Potere e Contropotere
Rifondazione deve decidere in modo chiaro da che parte stare, e deve essere capace di comunicarlo ai cittadini nel modo più chiaro e semplice possibile, deve riuscire a ottenere una posizione limpida e incontrovertibile.
Non mi riferisco unicamente ai disastrosi errori di valutazione e relazione con il centro(sinistra) moderato, mi riferisco in primo luogo alla concezione del potere che Rifondazione dovrebbe avere, al rapporto che intenderà avere con esso, e di come tutto questo arriverà sotto gli occhi dei cittadini.
Credo che in questo passaggio vi sia molta più prassi che teoria.
Il potere lo conosciamo bene: è quello che crea le guerre e la povertà, la precarietà, i disastri ambientali, l'impunità dei crimini, un sistema d'informazione falsato che scinde la realtà dalla verità.

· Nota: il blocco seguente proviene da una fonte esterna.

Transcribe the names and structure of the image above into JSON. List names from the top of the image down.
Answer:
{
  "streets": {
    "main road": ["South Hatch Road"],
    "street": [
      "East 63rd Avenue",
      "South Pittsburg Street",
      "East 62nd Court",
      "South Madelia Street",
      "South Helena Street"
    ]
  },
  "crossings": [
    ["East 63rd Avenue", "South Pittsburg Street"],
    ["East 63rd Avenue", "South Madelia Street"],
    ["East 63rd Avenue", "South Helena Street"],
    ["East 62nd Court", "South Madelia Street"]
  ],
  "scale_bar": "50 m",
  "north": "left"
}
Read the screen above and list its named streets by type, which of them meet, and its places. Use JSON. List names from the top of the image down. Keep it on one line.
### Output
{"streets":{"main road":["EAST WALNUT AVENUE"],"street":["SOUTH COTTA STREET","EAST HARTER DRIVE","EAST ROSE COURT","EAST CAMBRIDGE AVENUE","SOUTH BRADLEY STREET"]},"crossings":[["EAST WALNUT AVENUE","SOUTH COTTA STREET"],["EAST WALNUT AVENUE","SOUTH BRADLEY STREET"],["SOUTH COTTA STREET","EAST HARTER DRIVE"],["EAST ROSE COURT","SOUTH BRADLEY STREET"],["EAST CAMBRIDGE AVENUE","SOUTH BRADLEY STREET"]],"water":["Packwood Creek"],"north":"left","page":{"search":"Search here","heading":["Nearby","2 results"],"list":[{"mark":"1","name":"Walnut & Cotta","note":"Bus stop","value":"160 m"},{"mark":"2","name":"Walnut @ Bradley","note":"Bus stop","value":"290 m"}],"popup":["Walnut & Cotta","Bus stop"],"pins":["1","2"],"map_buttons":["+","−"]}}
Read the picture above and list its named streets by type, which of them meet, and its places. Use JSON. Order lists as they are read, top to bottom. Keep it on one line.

Il rapporto tra realtà e verità per me è centrale. La verità è un prodotto, come un paio di scarpe o un'automobile. Raramente ciò che è reale è anche vero. Difatti tutto quello a cui ho rinunciato in quanto scritto finora, è stato rinunciato per questioni epistemologiche; non ho rinunciato a una lettura dell'Italia con gli strumenti sociologici classici perché “falsa e sbagliata”, anzi io credo che questi strumenti delineerebbero un quadro che coglierà la realtà nella sua più esatta essenza; vi ho rinunciato perché – in questo momento – non la ritengo utile, perché la verità che è stata prodotta dal potere negli ultimi anni è molto lontana dalla realtà effettiva.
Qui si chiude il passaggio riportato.